- MPR RI merespons keluhan publik terkait dugaan ketidakadilan juri pada Lomba Cerdas Cermat yang dialami siswi Josepha Alexandra.
- Wakil Ketua MPR Abcandra Muhammad Akbar berencana menawarkan posisi Duta LCC kepada Josepha sebagai bentuk apresiasi bagi siswi tersebut.
- Tim MPR dijadwalkan terbang ke Pontianak pada 19 Mei 2026 untuk menyampaikan tawaran resmi sekaligus meminta kesediaan Josepha secara langsung.

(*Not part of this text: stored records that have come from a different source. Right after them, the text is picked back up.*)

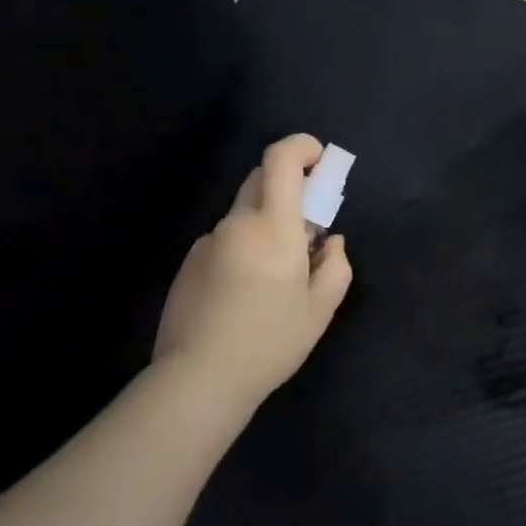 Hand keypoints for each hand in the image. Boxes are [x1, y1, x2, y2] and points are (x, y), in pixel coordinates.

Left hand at [154, 134, 353, 411]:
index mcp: (272, 228)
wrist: (199, 378)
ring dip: (265, 226)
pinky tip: (245, 295)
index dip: (301, 147)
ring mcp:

Suara.com - MPR RI merespons cepat aspirasi publik terkait insiden yang menimpa Josepha Alexandra, siswi SMA Negeri 1 Pontianak yang viral karena diduga menjadi korban ketidakadilan juri dalam Final Lomba Cerdas Cermat (LCC) Empat Pilar MPR RI tingkat Provinsi Kalimantan Barat.

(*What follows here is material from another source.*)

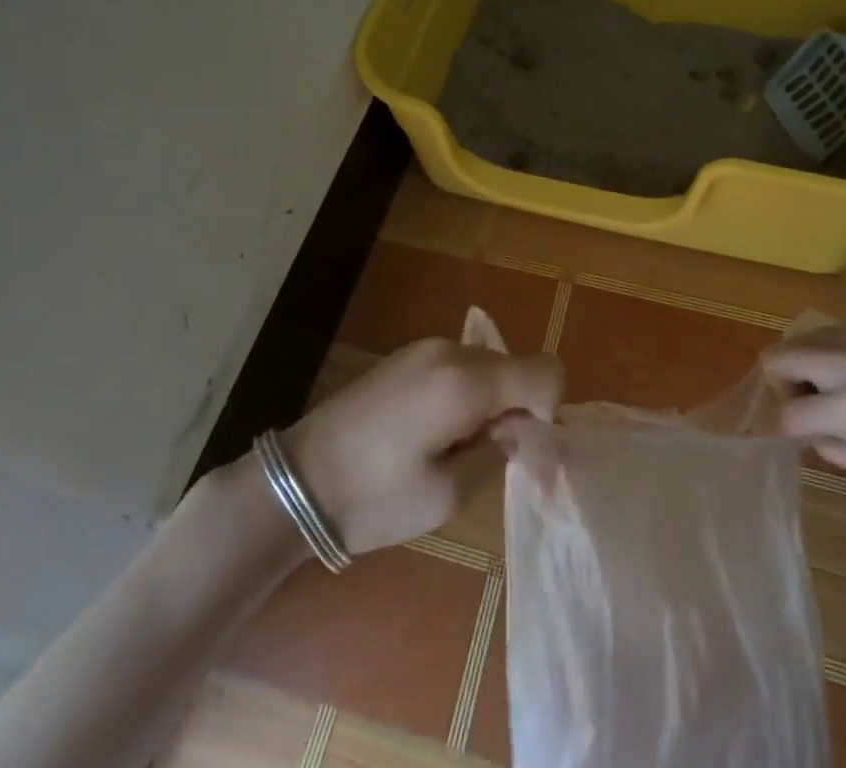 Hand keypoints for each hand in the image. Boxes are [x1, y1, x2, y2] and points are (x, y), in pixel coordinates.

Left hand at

Pimpinan MPR berencana menawarkan peran sebagai "Duta LCC" kepada Josepha.
Hal tersebut disampaikan Wakil Ketua MPR RI, Abcandra Muhammad Akbar Supratman, dalam konferensi pers di Kompleks Parlemen, Senayan, Jakarta, Senin (18/5/2026).
Abcandra mengungkapkan bahwa tim dari MPR RI akan segera bertolak ke Kalimantan Barat untuk menemui Josepha secara langsung guna menyampaikan tawaran tersebut.

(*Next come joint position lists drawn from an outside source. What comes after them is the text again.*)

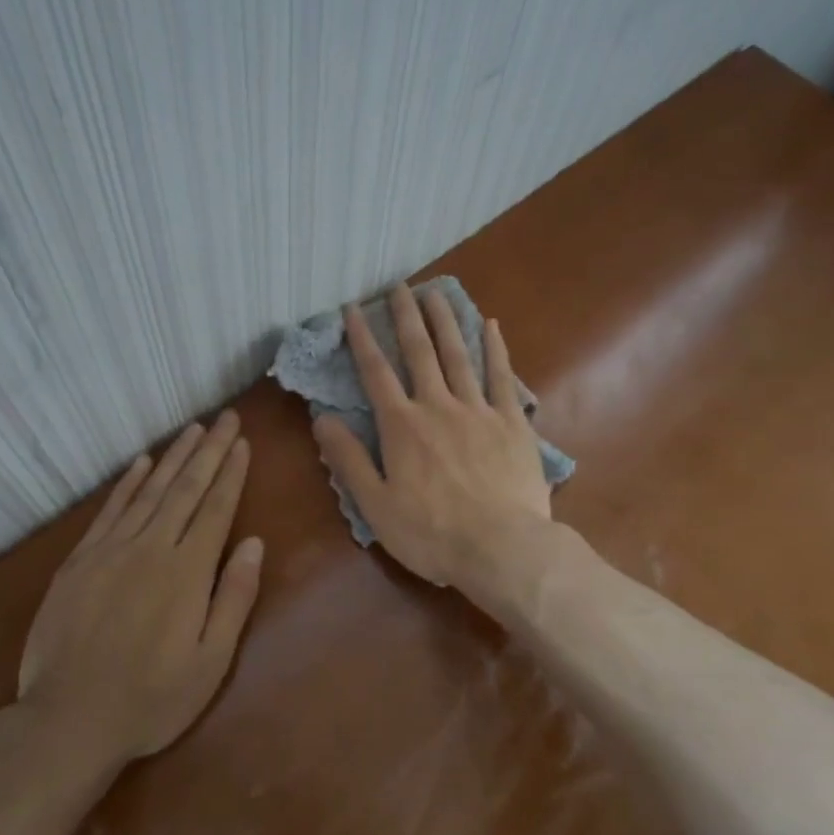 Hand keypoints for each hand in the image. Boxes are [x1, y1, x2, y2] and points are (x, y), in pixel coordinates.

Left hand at [17, 411, 262, 766]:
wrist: (69, 720)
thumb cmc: (151, 699)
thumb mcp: (211, 663)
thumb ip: (234, 598)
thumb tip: (255, 544)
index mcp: (188, 572)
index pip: (216, 508)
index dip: (231, 473)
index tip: (242, 442)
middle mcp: (151, 548)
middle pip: (186, 488)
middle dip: (210, 450)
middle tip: (225, 417)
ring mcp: (111, 550)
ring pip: (149, 491)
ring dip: (174, 457)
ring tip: (193, 429)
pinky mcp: (80, 560)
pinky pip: (109, 510)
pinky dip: (127, 483)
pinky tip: (142, 463)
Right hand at [313, 284, 552, 601]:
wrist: (502, 548)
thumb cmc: (431, 533)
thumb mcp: (375, 504)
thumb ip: (348, 458)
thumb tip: (321, 419)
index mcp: (402, 426)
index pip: (376, 372)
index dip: (362, 338)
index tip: (353, 309)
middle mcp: (437, 406)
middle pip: (419, 352)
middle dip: (405, 317)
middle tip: (399, 286)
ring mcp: (478, 411)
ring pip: (459, 355)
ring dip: (446, 321)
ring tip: (436, 293)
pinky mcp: (512, 422)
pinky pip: (503, 377)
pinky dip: (496, 349)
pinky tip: (491, 326)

"Besok pimpinan Badan Sosialisasi dengan Kesekjenan akan terbang ke Pontianak dan mudah-mudahan juga Adik Josepha, karena ini salah satu aspirasi dari teman-teman juga menginginkan agar Adik Josepha bisa menjadi duta LCC," ujar Abcandra.
Menurutnya, rencana ini merupakan bentuk akomodasi terhadap saran dan aspirasi masyarakat yang merasa simpati atas perjuangan Josepha di ajang LCC tersebut. Tawaran ini akan disampaikan secara resmi oleh pihak kesekjenan.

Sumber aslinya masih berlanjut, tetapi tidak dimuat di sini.